ABOUT THIS TASK> Below are the records to retype. Keep every character exactly and leave out the pictures.

DATASET RECORDS>
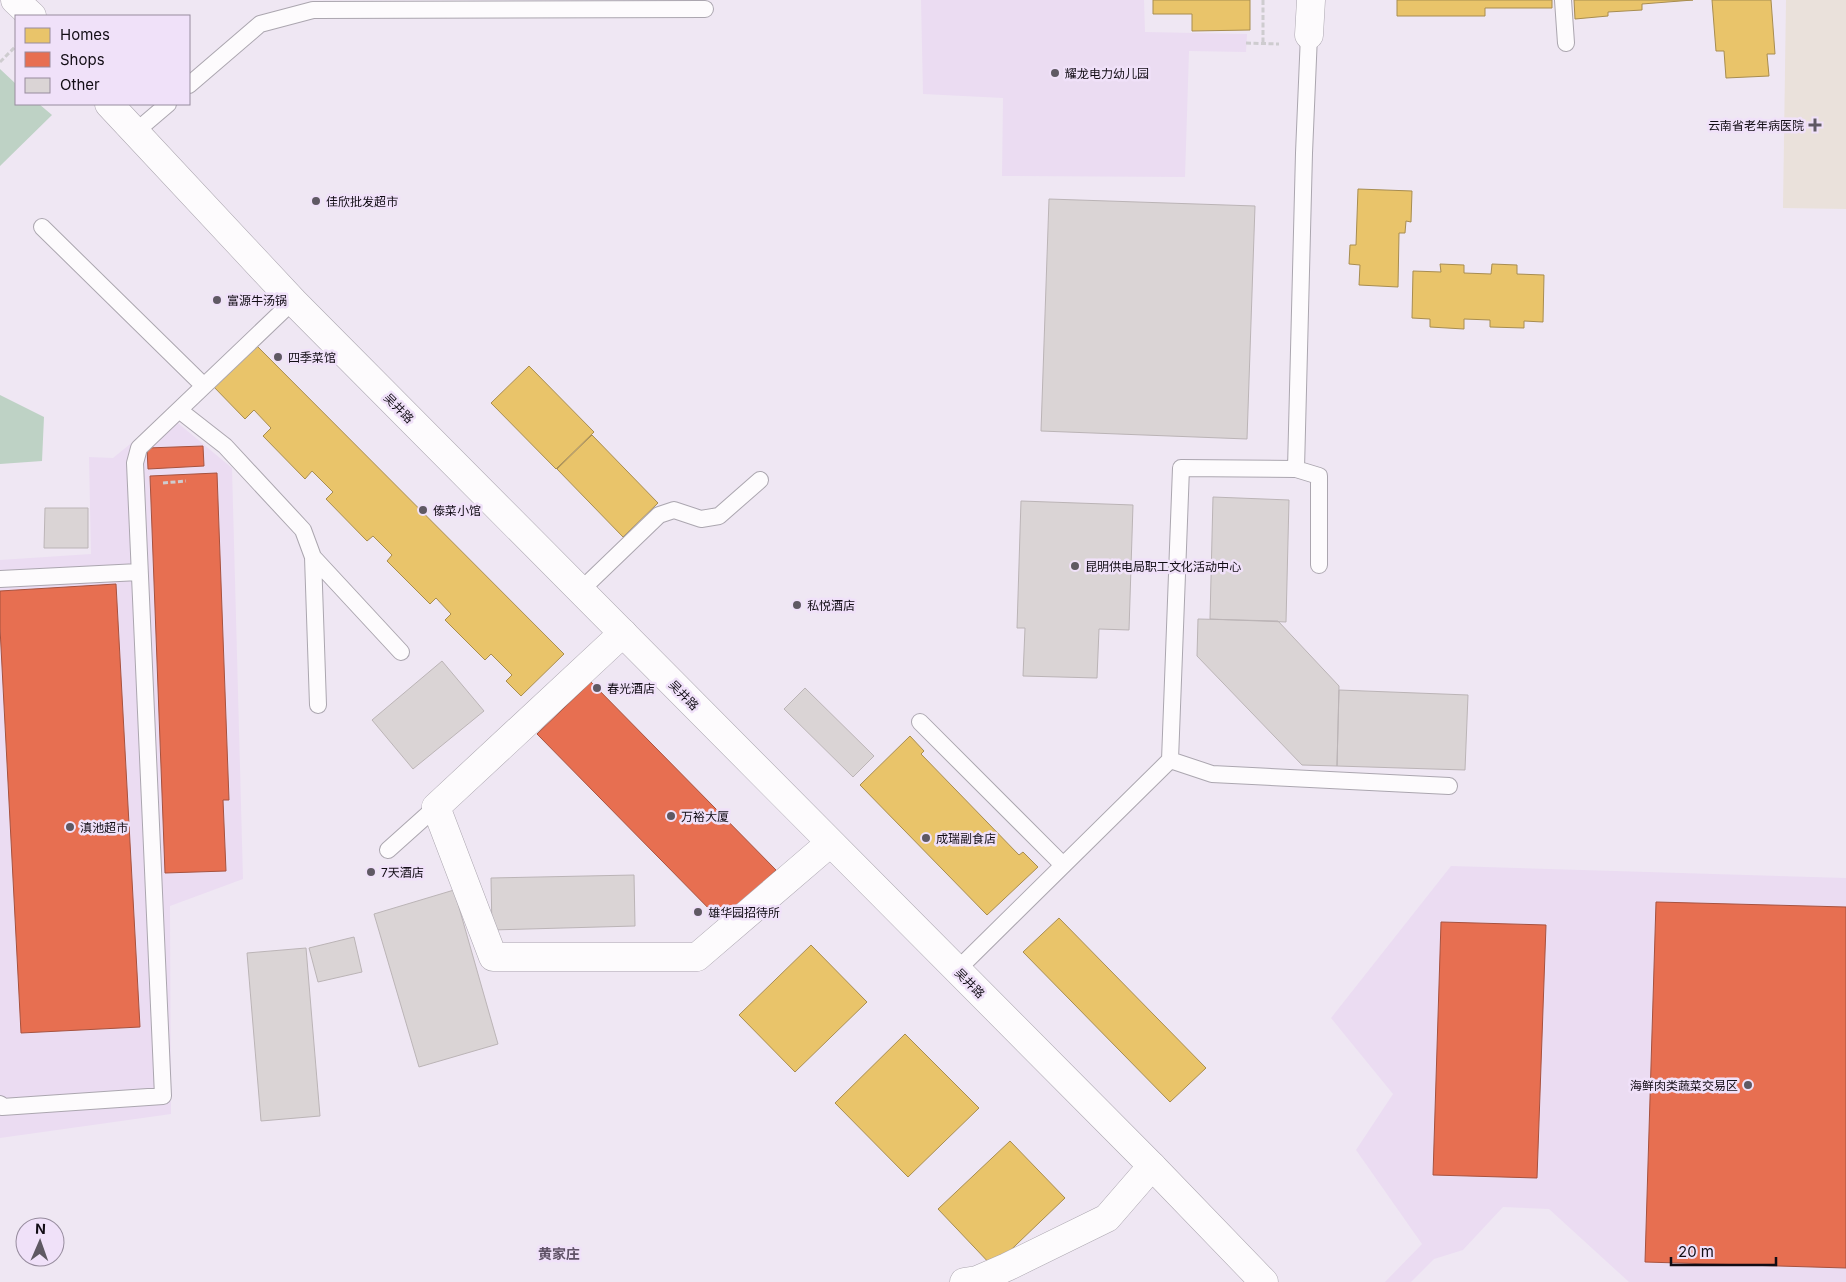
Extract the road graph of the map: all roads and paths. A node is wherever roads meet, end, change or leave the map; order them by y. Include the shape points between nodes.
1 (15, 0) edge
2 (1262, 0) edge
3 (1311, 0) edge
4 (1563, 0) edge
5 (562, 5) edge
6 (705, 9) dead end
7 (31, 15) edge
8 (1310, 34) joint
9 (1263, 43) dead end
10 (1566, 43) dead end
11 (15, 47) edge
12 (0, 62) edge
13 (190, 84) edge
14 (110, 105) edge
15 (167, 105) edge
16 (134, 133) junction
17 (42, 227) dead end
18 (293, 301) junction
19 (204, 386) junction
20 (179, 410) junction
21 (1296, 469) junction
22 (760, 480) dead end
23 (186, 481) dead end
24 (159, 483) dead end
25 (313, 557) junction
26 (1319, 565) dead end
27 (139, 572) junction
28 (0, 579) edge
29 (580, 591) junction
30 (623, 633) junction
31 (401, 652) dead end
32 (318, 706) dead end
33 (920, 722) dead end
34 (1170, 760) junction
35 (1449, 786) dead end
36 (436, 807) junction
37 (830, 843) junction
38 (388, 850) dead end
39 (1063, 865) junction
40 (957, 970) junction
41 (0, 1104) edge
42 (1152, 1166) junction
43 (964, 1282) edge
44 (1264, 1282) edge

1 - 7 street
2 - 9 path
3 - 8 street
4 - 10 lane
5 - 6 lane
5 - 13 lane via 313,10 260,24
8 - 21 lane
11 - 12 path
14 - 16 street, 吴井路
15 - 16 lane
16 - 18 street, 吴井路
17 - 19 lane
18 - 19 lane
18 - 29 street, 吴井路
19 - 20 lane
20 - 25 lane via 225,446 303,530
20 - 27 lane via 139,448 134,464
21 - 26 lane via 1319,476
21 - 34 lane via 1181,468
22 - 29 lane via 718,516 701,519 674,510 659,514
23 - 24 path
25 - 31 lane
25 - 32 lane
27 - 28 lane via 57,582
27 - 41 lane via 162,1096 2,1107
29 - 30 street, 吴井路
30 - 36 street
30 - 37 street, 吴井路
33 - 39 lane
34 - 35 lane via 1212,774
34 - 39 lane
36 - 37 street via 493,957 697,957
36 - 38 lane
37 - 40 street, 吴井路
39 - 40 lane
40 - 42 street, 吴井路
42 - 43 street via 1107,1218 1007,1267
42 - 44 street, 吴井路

RESPONSE BELOW>
Extract the road graph of the map: all roads and paths. A node is wherever roads meet, end, change or leave the map; order them by y. Include the shape points between nodes.
1 (15, 0) edge
2 (1262, 0) edge
3 (1311, 0) edge
4 (1563, 0) edge
5 (562, 5) edge
6 (705, 9) dead end
7 (31, 15) edge
8 (1310, 34) joint
9 (1263, 43) dead end
10 (1566, 43) dead end
11 (15, 47) edge
12 (0, 62) edge
13 (190, 84) edge
14 (110, 105) edge
15 (167, 105) edge
16 (134, 133) junction
17 (42, 227) dead end
18 (293, 301) junction
19 (204, 386) junction
20 (179, 410) junction
21 (1296, 469) junction
22 (760, 480) dead end
23 (186, 481) dead end
24 (159, 483) dead end
25 (313, 557) junction
26 (1319, 565) dead end
27 (139, 572) junction
28 (0, 579) edge
29 (580, 591) junction
30 (623, 633) junction
31 (401, 652) dead end
32 (318, 706) dead end
33 (920, 722) dead end
34 (1170, 760) junction
35 (1449, 786) dead end
36 (436, 807) junction
37 (830, 843) junction
38 (388, 850) dead end
39 (1063, 865) junction
40 (957, 970) junction
41 (0, 1104) edge
42 (1152, 1166) junction
43 (964, 1282) edge
44 (1264, 1282) edge

1 - 7 street
2 - 9 path
3 - 8 street
4 - 10 lane
5 - 6 lane
5 - 13 lane via 313,10 260,24
8 - 21 lane
11 - 12 path
14 - 16 street, 吴井路
15 - 16 lane
16 - 18 street, 吴井路
17 - 19 lane
18 - 19 lane
18 - 29 street, 吴井路
19 - 20 lane
20 - 25 lane via 225,446 303,530
20 - 27 lane via 139,448 134,464
21 - 26 lane via 1319,476
21 - 34 lane via 1181,468
22 - 29 lane via 718,516 701,519 674,510 659,514
23 - 24 path
25 - 31 lane
25 - 32 lane
27 - 28 lane via 57,582
27 - 41 lane via 162,1096 2,1107
29 - 30 street, 吴井路
30 - 36 street
30 - 37 street, 吴井路
33 - 39 lane
34 - 35 lane via 1212,774
34 - 39 lane
36 - 37 street via 493,957 697,957
36 - 38 lane
37 - 40 street, 吴井路
39 - 40 lane
40 - 42 street, 吴井路
42 - 43 street via 1107,1218 1007,1267
42 - 44 street, 吴井路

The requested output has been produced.